### Records for this task:
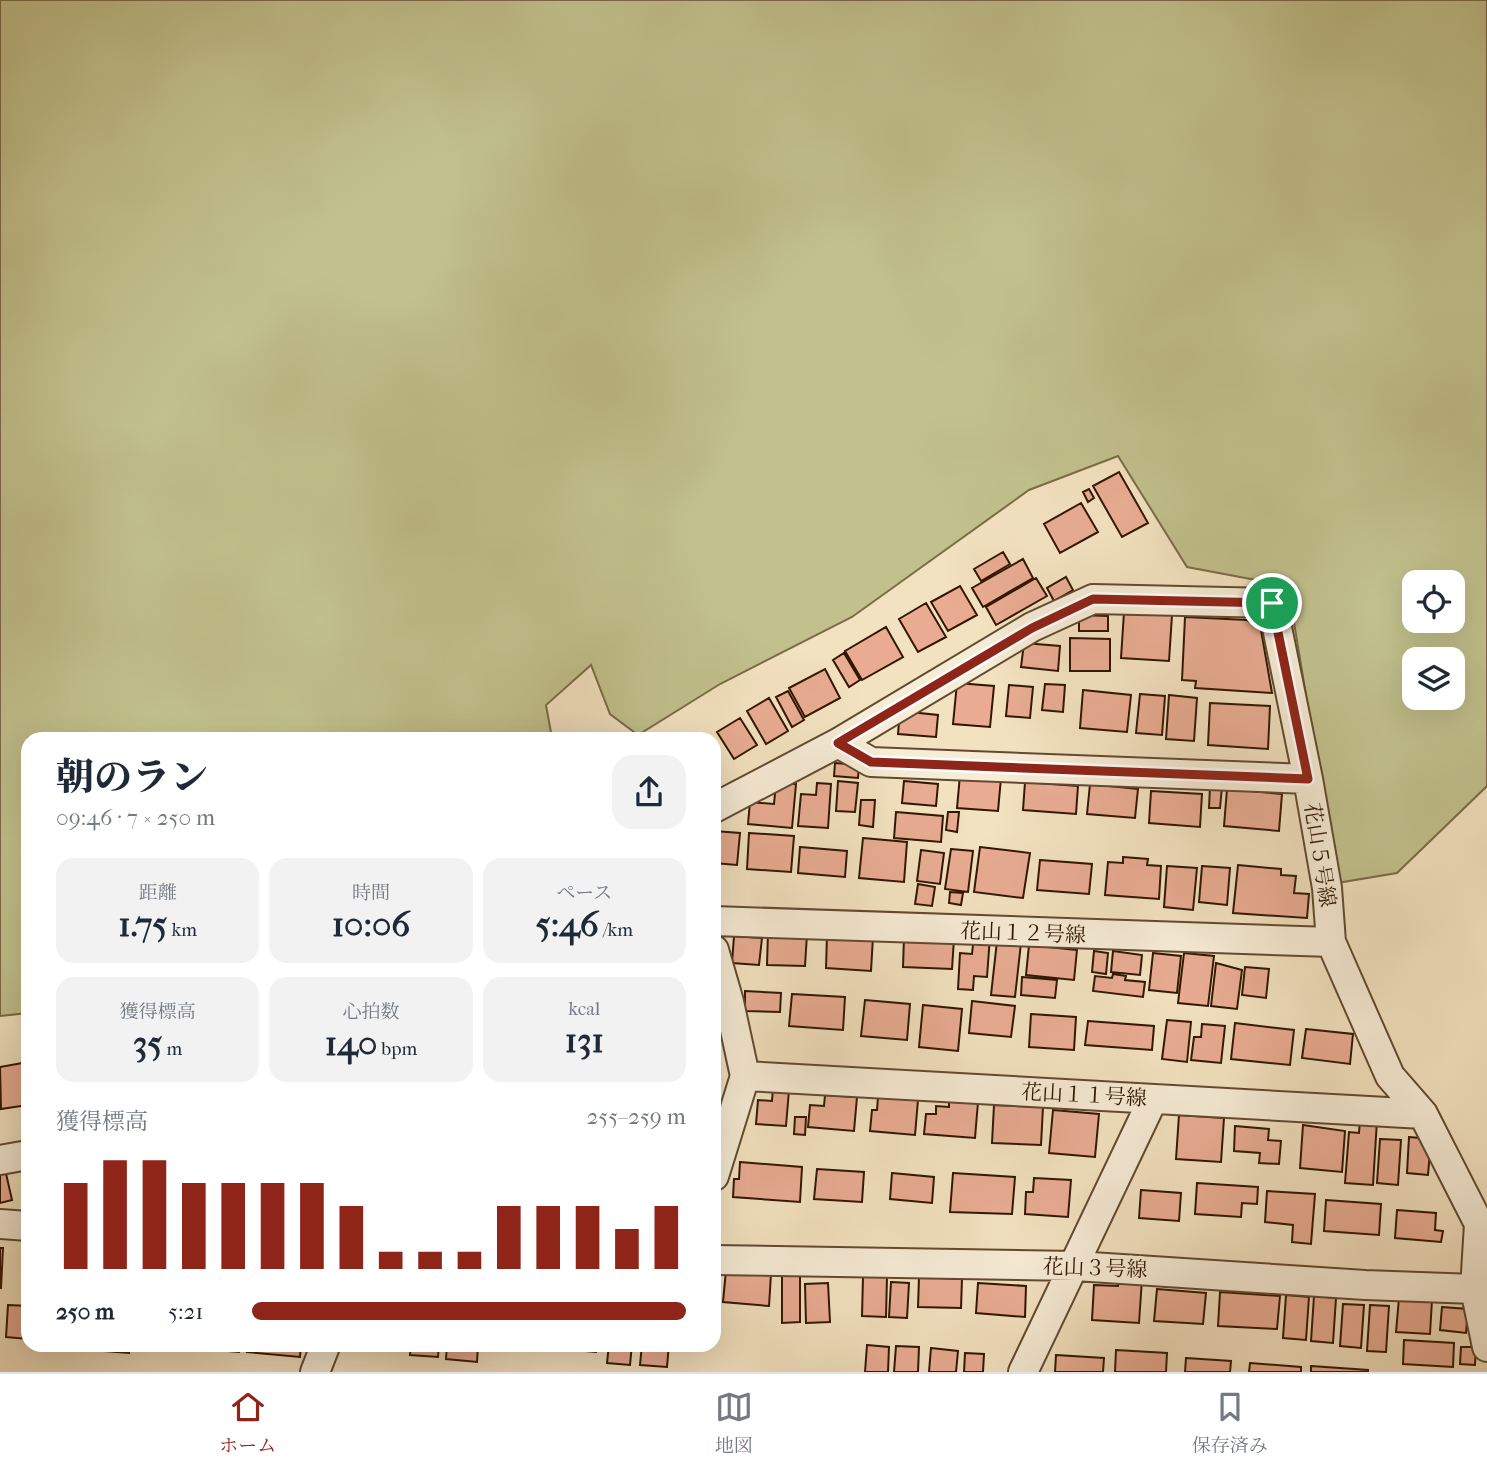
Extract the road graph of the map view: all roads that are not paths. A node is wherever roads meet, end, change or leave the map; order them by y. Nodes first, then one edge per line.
1 (838, 743) junction
2 (1308, 779) junction
3 (721, 804) edge
4 (721, 921) edge
5 (1331, 942) junction
6 (721, 974) edge
7 (745, 1076) junction
8 (1153, 1099) junction
9 (1423, 1114) junction
10 (721, 1153) edge
11 (21, 1156) edge
12 (0, 1160) edge
13 (0, 1224) edge
14 (21, 1226) edge
15 (721, 1260) edge
16 (1076, 1266) junction
17 (1475, 1289) junction
18 (1487, 1347) edge
19 (323, 1352) edge
20 (315, 1372) edge
21 (1023, 1372) edge

1 - 2 street
1 - 2 street, 花山５号線
1 - 3 street, 花山５号線
2 - 5 street, 花山５号線
4 - 5 street, 花山１２号線
5 - 9 street, 花山５号線
6 - 7 street
7 - 8 street, 花山１１号線
7 - 10 street
8 - 9 street, 花山１１号線
8 - 16 street
9 - 17 street, 花山５号線
11 - 12 street
13 - 14 street
15 - 16 street, 花山３号線
16 - 17 street, 花山３号線
16 - 21 street
17 - 18 street, 花山５号線
19 - 20 street

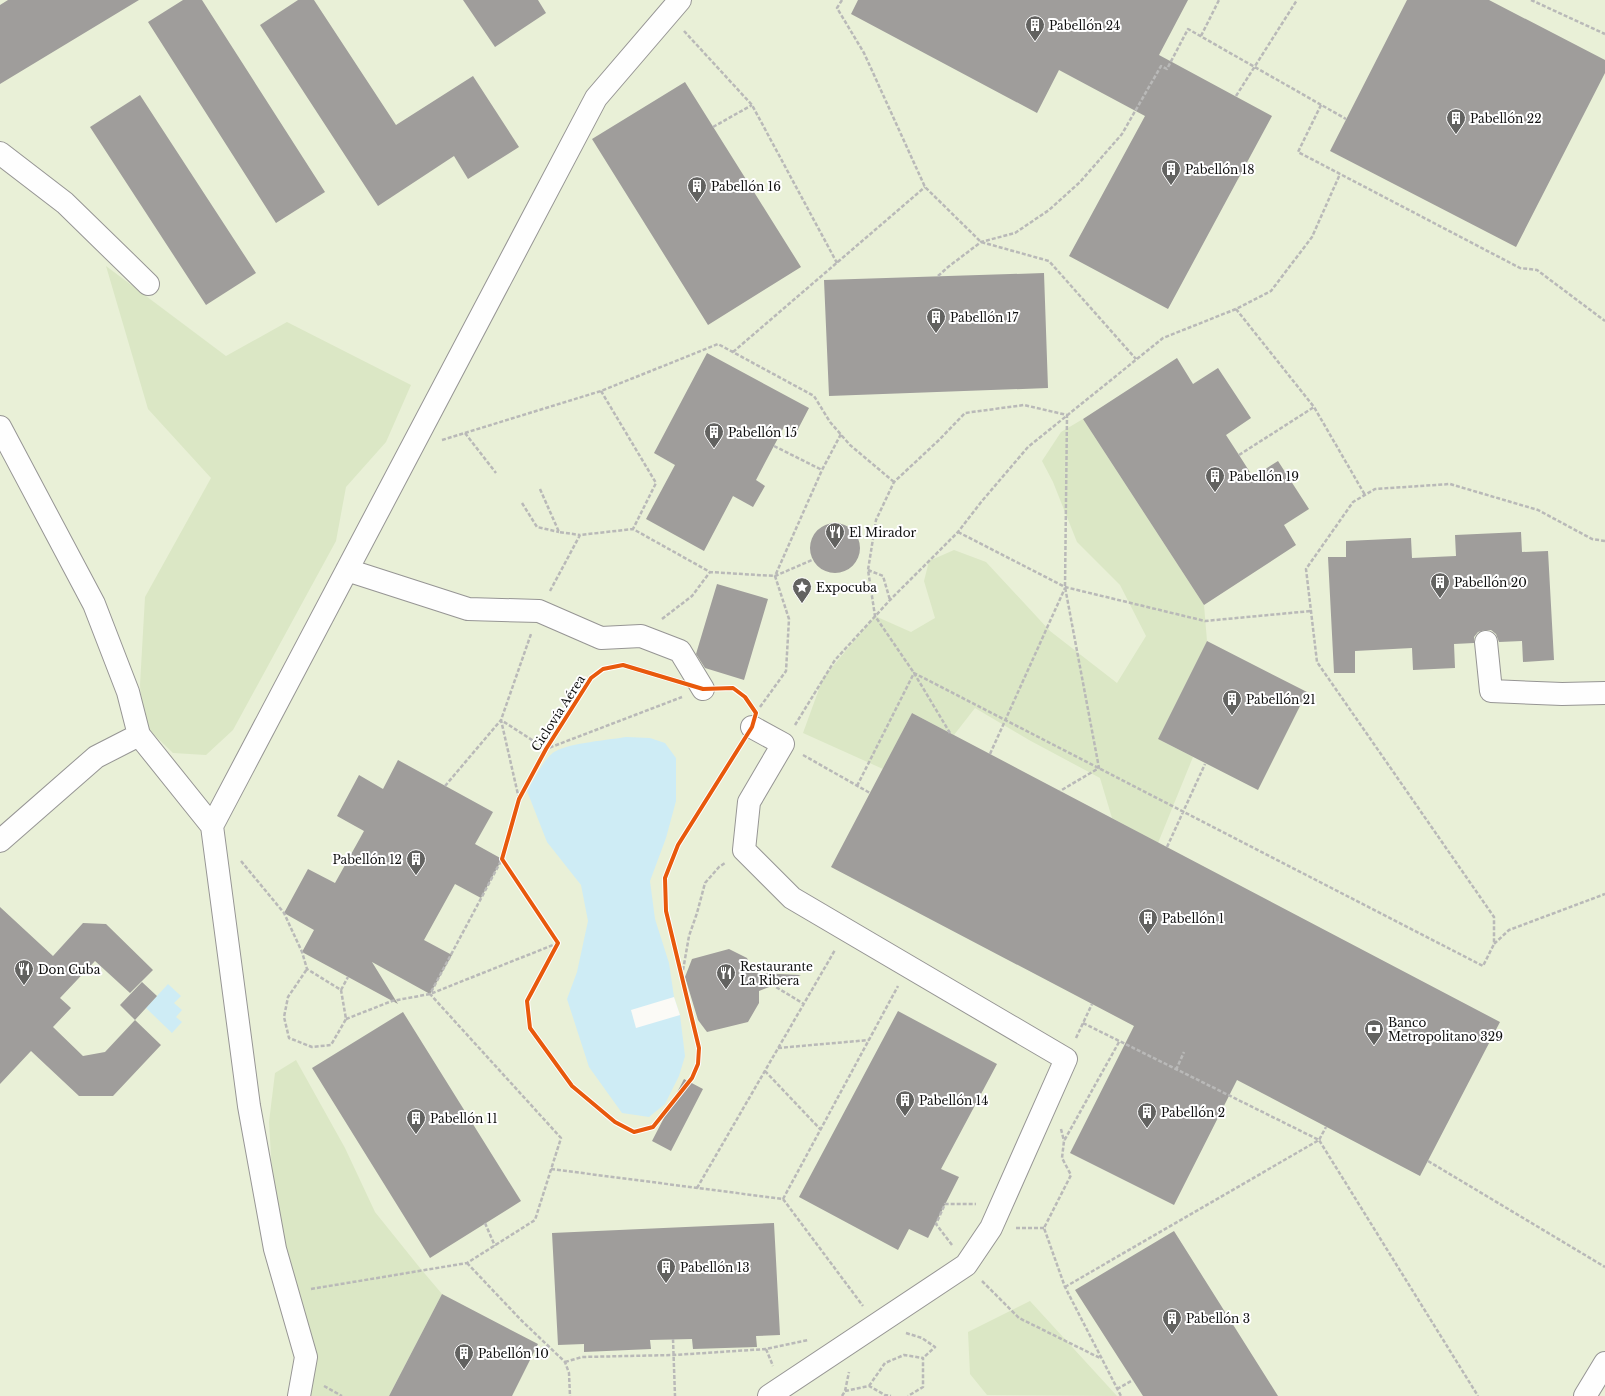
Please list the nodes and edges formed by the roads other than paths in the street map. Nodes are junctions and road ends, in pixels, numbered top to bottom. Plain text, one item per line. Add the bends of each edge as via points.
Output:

### Exercise objective:
Skip all lines ahead of the one containing "Please list the". Reproduce that line and the remainder of the listing above exactly.

### Response:
Please list the nodes and edges formed by the roads other than paths in the street map. Nodes are junctions and road ends, in pixels, numbered top to bottom. Plain text, one item per line. Add the bends of each edge as via points.
Output:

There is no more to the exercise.